What Kind of God Do We Believe In?
Jerry Nelson February 2023
The following is addressed to Christians who struggle with the concept of what happens to unbelievers when they die. This is not for those who do not believe in God or do not believe what God has declared in the Bible.
“What kind of God do we believe in?” seems to be the question some ask when considering the millions of people throughout history who have died or will die without knowing or trusting Christ? The question is most troubling when the biblical teaching of “hell” is considered. Do we have a God who consigns millions of people to eternal punishment (of some kind) for not knowing or trusting Christ? And the concept of “eternal conscious punishment” seems, to some, to most violate the idea of the goodness and justice of God.
The question is less troubling to some, if they assume the “punishment” is temporary, such as in the theory of purgatory. But the question remains, “How could a good and just God allow such suffering, even if only for years, especially for those who never even heard of Christ? Where is “love” in that?
The question is even less troubling to some, if they assume that people who don’t trust God simply cease to exist upon physical death. At first blush this might fit with the concept of the love of God (or does it?), but it is something of an assault on our concept of the justice of God – what about justice for the victims of Stalin, Hitler, or unrepentant child abusers? This proposed solution also lacks in another way which I will address below.
Some others try to lessen the problem by speaking of “free will.” Surely, they propose, God is not unjust if those who are punished or annihilated have refused God’s grace. After all, they are getting what they deserve. While that might satisfy something of our sense of the justice of God, it does nothing to answer the question of the love of God.
Then there are others who think they mitigate the problem by proposing “universalism” – the theory that all humanity will, sometime after physical death, be granted an eternal glorious relationship with God. But as you will read shortly, while it may address the issue of everlasting punishment or annihilation, it doesn’t address the issue of justice and it does nothing to address the character of God in the light of thousands of years of human suffering on earth.
The difficulty with these proposals is they don’t solve the basic problem – “What kind of God do we believe in?” We may be uneasy with the idea of eternal conscious punishment for rejection of God’s grace, but each solution still leaves a God who acts in ways contrary to our sense of love and justice, even if less egregiously, from our perspective.
Less time in “punishment” might seem kinder than eternal conscious punishment but still leaves a God who punishes many (millions?) who never heard of Jesus.
Annihilation (eternal nothingness) might seem to be kinder than punishment of any duration, but what kind of God gives life to millions of people knowing that their end is nothingness?
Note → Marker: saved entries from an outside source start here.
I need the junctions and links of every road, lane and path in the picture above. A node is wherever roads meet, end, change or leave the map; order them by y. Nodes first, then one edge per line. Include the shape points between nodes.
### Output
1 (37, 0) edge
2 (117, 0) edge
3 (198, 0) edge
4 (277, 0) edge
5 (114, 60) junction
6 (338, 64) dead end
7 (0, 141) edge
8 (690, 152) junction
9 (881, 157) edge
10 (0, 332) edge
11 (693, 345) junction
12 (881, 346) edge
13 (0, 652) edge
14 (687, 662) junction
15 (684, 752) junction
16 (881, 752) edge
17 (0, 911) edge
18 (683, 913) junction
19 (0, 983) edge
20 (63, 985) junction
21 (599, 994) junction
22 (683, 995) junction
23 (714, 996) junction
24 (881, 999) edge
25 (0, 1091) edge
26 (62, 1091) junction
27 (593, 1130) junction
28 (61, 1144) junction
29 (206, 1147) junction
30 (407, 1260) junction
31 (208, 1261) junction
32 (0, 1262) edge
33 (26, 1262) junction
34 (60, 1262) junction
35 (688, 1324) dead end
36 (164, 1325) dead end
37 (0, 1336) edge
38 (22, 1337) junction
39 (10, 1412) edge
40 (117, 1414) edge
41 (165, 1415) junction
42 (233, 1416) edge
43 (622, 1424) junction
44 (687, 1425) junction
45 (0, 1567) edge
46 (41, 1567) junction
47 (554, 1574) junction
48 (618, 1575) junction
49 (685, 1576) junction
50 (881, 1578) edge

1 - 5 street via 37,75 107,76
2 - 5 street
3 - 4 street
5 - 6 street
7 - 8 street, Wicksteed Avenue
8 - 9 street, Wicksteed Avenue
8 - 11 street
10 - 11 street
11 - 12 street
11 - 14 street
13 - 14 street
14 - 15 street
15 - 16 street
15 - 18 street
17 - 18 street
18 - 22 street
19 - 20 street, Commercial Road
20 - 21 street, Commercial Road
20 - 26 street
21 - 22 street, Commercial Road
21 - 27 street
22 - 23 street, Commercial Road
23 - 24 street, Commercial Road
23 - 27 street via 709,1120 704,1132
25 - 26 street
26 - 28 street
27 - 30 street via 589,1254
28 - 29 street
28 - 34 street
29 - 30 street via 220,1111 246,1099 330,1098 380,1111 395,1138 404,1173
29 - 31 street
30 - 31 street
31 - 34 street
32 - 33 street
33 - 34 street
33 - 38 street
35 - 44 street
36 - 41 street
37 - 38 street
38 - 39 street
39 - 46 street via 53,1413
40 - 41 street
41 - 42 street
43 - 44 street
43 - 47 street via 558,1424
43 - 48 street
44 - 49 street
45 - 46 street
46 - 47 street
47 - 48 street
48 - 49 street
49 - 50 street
We might judge universalism (all eventually live in paradise) to be more loving but what kind of God do we believe in who would allow thousands of years of human misery (think Pol Pot’s “Killing fields” or Hitlers “Final Solution” or Stalin’s 1930s starvation of Ukraine or Genghis Khan’s rape and pillage of the known world or the savagery of tribal warfare for thousands of years or “The Black Plague” or the abuse of children and the list goes on). The depth and extent of such suffering is beyond imagination. What kind of God allows such misery to continue?
In all of this we are merely restating the age-old issue of theodicy – the providence of God and the existence of evil.
Is there a solution?
The truth is we don’t fully understand God. Please notice I did not write that we don’t understand God at all, but that we don’t understand him fully and certainly not enough to explain the providence of God and the existence of evil. God has not given us sufficient knowledge to reconcile these realities.
The biblical authors, especially Job, wrestled with the issue. It seems they had the same issue of not being able to fully reconcile the miseries and injustices of life with their concept of a benevolent and just God. Evil seemed to win, God was too often silent, and suffering was unmitigated, even amidst God’s chosen people. Job, and I think we, come face to face with our inability to know the mind of God. We are given a choice: “curse God and die” (otherwise known as giving up and becoming cynical) or humbly acknowledge our inability to fully understand and affirm our trust in God (otherwise known as actively obeying and depending on him).
“What kind of God do we believe in?” The books of Job and the Psalms make me think it is perfectly acceptable, to God, that we ask questions, that we wrestle with the hard things of God, and that we even question God himself. But far more important is that we don’t allow our question to become our answer. Instead, we should know when to fall silent and, as my friend said, bow and worship. God has shown me enough in his Word and in his Son to know I can trust him even when I don’t understand him.